Contrer les efforts pour bloquer le projet criminalisant la France

L’honorable lecteur peut se demander : Pourquoi la tergiversation et le manque de sérieux dans la poursuite et la ratification du dossier de la criminalisation du colonialisme français ? Ou, en d’autres termes, pourquoi certaines forces du pouvoir algérien s’obstinent-elles à faire avorter l’initiative et à l’éliminer avant même qu’elle ne soit née ? Il est probable que les forces politiques, certaines proches du président Bouteflika et de son entourage, et celles fidèles à la France aient fait obstruction à toutes les tentatives visant à faire adopter et ratifier le projet de loi.

La France, bien sûr, met tout en œuvre pour contrecarrer le projet car il lui cause de très gros dommages, que ce soit financièrement ou au regard de sa réputation au niveau international. L’opinion publique internationale ignore encore à ce jour que la France, depuis son entrée en Algérie en 1830, a fait plus de 8 millions de morts, et a également procédé à des essais nucléaires bien plus dangereux que ceux d’Hiroshima et de Nagasaki.

Pendant 132 ans, la France a répandu l’ignorance en Algérie, car le nombre d’Algériens instruits avant le colonialisme français était bien supérieur au nombre de personnes instruites après la sortie de la France.

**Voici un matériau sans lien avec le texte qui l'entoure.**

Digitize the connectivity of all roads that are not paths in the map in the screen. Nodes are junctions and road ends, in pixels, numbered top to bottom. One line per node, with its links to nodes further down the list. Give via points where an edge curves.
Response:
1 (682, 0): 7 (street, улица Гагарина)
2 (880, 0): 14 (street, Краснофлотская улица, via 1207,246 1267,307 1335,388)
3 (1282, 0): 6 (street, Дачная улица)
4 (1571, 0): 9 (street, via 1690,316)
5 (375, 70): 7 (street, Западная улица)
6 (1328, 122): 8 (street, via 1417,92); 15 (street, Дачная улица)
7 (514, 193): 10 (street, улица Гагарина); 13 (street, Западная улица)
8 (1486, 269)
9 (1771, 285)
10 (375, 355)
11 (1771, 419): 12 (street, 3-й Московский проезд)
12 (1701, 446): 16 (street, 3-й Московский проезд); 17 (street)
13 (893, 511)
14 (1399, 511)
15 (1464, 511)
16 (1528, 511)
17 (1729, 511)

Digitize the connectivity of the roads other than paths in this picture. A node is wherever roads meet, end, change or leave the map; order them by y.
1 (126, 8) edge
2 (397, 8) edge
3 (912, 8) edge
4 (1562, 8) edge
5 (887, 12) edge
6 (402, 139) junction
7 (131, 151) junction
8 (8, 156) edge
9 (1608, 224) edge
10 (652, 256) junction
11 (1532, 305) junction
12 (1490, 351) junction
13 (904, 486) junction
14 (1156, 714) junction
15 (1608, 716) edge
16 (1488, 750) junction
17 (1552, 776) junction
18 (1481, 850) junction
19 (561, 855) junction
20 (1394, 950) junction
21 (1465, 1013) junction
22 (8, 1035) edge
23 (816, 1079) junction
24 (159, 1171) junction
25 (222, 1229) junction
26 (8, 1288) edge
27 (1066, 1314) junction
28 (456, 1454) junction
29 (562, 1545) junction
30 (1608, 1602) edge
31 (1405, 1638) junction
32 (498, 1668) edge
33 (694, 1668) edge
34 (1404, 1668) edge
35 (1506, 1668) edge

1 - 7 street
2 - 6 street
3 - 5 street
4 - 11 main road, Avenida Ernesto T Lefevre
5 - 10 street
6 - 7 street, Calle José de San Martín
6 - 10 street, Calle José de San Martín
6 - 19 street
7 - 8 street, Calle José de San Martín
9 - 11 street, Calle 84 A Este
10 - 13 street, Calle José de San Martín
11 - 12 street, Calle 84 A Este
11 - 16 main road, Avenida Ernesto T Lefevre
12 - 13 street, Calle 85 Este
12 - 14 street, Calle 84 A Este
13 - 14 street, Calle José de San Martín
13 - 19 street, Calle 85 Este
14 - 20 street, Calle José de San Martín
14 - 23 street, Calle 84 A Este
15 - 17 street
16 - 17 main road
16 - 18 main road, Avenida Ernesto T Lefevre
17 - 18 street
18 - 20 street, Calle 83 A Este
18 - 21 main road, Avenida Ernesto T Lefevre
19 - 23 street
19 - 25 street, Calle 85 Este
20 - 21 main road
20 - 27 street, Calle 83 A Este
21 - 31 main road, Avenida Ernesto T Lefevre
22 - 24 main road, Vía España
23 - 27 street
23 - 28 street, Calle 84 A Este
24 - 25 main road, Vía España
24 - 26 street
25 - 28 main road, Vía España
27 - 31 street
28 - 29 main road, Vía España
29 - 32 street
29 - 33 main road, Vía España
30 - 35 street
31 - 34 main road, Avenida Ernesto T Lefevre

L’Algérie, la conscience humaine et l’opinion publique mondiale ont un besoin urgent de connaitre les révélations antérieures et prépare la voie aux révélations futures, sur le pire et le plus horrible colonialisme que l’humanité ait jamais connu.

A chaque fois le projet s’est heurté à des obstacles et à des rejets de la part des plus hautes autorités du pays. A plusieurs reprises, le président Abdelaziz Bouteflika, par l’intermédiaire de son entourage, est intervenu pour stopper l’initiative, en déclarant alors au président du Parlement de l’époque Ammar Saadani : « Cette affaire est l’une de mes prérogatives et est lié à la politique étrangère de l’Algérie, personne n’est autorisé à posséder un tambour parlant et seuls des messagers spéciaux sont autorisés à en parler.

Il est également rapporté que Claude Guillon, secrétaire général de l’Elysée à l’époque du président François Sarkozy, s’est déplacé en Algérie, notamment pour rencontrer le président Bouteflika et arrêter le projet.

Il y a ceux qui pensent que le moment est venu de discuter et de ratifier le projet après les récentes déclarations du président Macron dans lesquelles il a insulté les Algériens à travers ses déclarations sur l’histoire de l’Algérie, qui étaient loin de la vérité. Les initiatives du projet de loi criminalisant le colonialisme français se poursuivent à chaque législature et ne s’arrêtent pas, mais les éléments d’échec l’emportent toujours sur les variables de succès dues à la position des autorités supérieures.

Les données vont-elles changer ? Le président Tebboune saura-t-il briser la règle et incarner son projet de « Algérie-Nouvelle » en promulguant une telle loi avec toute sa sainteté, sa signification et sa symbolique pour l’histoire d’un État, la lutte d’un peuple et les sacrifices de justes martyrs ? Le président Tebboune le fera-t-il ? C’est ce que les jours à venir nous en diront plus au sujet du caractère du gouvernement et de celui qui le dirige.